When a teenager gets a bad grade on a test or a parking ticket, he or she may think it's the end of the world. For some of us, a "problem" is getting seven presents for Chanukah, not eight. However, 70 years ago, these so-called "problems" would have been luxuries for the millions of Jews and other minorities living, and dying, during the Holocaust.
I met one of those Jews, Dana Schwartz, through the Holocaust Memorial Project, a program sponsored by the California State Assembly. The goal of the project is to keep the stories of the Holocaust alive by having local high school students interview Holocaust survivors living in California.
At first, the project seemed like a good idea for community service. It was not until I sat down on a chair next to Schwartz in her Beverly Hills home and listened to her speak that I realized how much more I was getting out of this experience than just a few hours of community service.
In 1939, at the age of 4, Schwartz and her family were taken from their Polish home and sent to a ghetto. By the time the war ended, less than 1 percent of the Jews of the Lvov ghetto had survived. Each day there, when she wasn't hiding from the Nazis, she watched Jew after Jew get tortured and killed.
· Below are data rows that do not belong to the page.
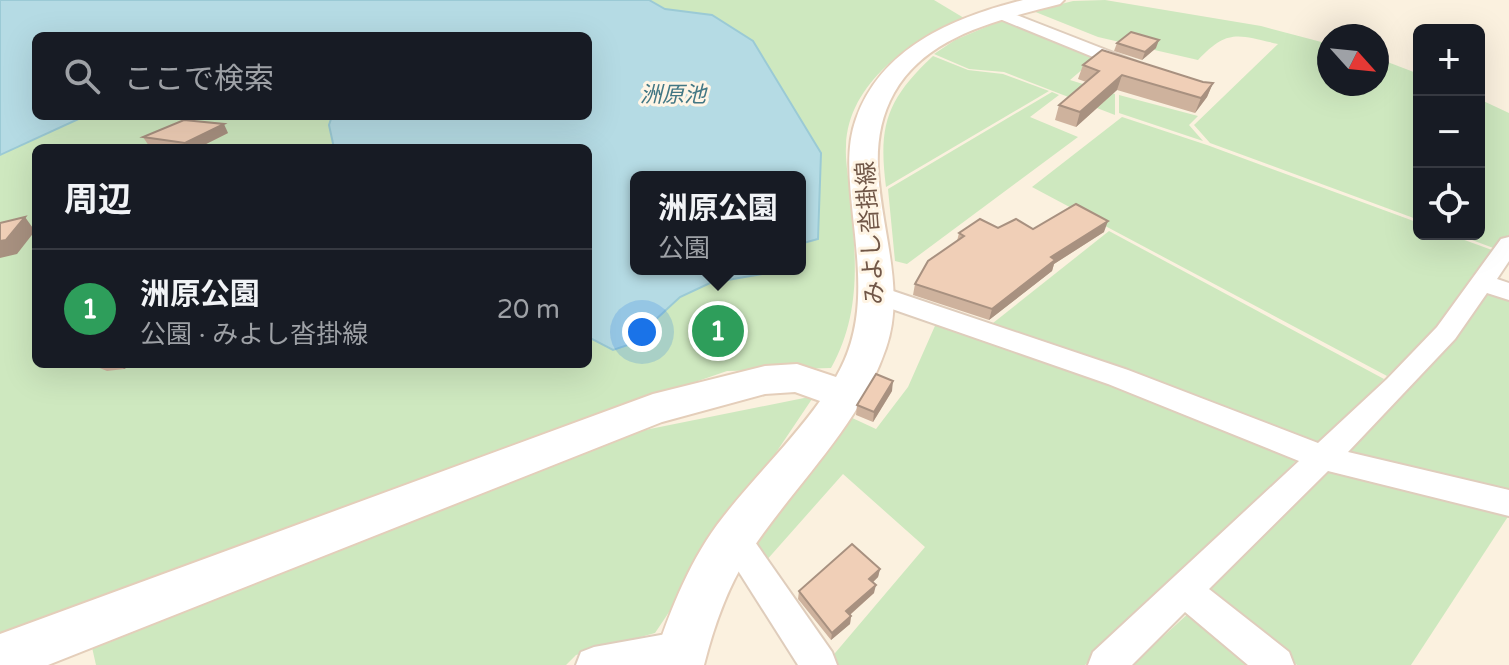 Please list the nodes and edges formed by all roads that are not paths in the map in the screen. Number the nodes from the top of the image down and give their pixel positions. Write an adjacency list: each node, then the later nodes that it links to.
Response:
1 (1042, 1): 2 (main road, みよし沓掛線)
2 (1001, 14): 3 (street); 6 (main road, みよし沓掛線)
3 (1143, 70)
4 (1509, 244): 5 (street)
5 (1495, 287): 8 (street)
6 (878, 295): 7 (main road, みよし沓掛線); 8 (street)
7 (843, 394): 10 (main road, みよし沓掛線); 13 (main road)
8 (1324, 458): 9 (street); 11 (street)
9 (1509, 503)
10 (734, 539): 12 (main road, みよし沓掛線); 15 (street)
11 (1186, 591): 16 (street); 17 (street)
12 (680, 657): 14 (street)
13 (0, 659)
14 (594, 665)
15 (819, 665)
16 (1106, 665)
17 (1276, 665) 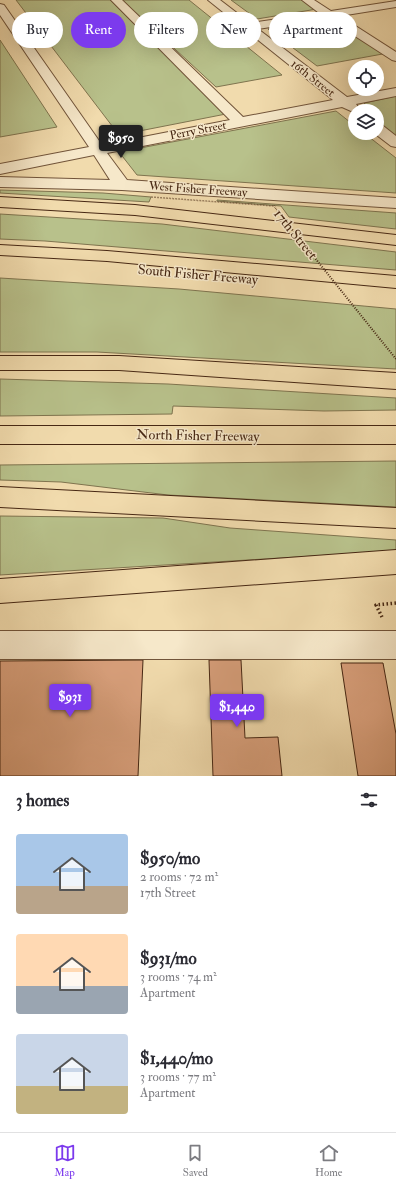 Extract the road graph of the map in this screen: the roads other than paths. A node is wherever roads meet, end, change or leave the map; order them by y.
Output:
1 (116, 0) edge
2 (213, 0) edge
3 (307, 0) edge
4 (396, 4) edge
5 (0, 7) edge
6 (229, 12) edge
7 (326, 12) edge
8 (342, 12) edge
9 (357, 32) edge
10 (261, 37) edge
11 (396, 57) edge
12 (396, 92) edge
13 (344, 102) junction
14 (348, 105) edge
15 (240, 122) junction
16 (384, 134) edge
17 (396, 143) edge
18 (98, 149) junction
19 (0, 169) edge
20 (0, 182) edge
21 (122, 185) junction
22 (5, 203) edge
23 (396, 203) edge
24 (396, 240) edge
25 (0, 250) edge
26 (0, 262) edge
27 (396, 282) edge
28 (396, 291) edge
29 (0, 363) edge
30 (396, 381) edge
31 (0, 435) edge
32 (396, 435) edge
33 (0, 497) edge
34 (396, 518) edge
35 (396, 562) edge
36 (0, 591) edge
37 (0, 645) edge
38 (396, 645) edge

1 - 15 street
2 - 6 street, 16th Street
3 - 7 street
4 - 8 street
5 - 18 street
9 - 11 street
10 - 13 street, 16th Street
12 - 13 street, Perry Street
13 - 14 street, 16th Street
13 - 15 street, Perry Street
15 - 18 street, Perry Street
16 - 17 street
18 - 19 street, Perry Street
18 - 21 street
20 - 21 street, West Fisher Freeway
21 - 23 street, West Fisher Freeway
22 - 24 highway
25 - 27 highway
26 - 28 highway, South Fisher Freeway
29 - 30 highway
31 - 32 highway, North Fisher Freeway
33 - 34 highway
35 - 36 highway
37 - 38 street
Soon, the Nazis started rounding up the Jews and took them to the railway.
Their destination was unknown to Schwartz at the time, and she did not want to find out. We now know these trains were, of course, taking the doomed Jews to concentration camps where almost all would die.
Schwartz and her parents hid in all kinds of places to stay away from the Nazis, most of the time under an apartment building. The days and weeks passed, but soon Schwartz and her mother were lucky enough to get false IDs, which allowed them to pass as Catholics. The two escaped and hid in another town, watching its Jewish population go from roughly 50 percent to zero. They ate mainly bread and water in that town until the war was over.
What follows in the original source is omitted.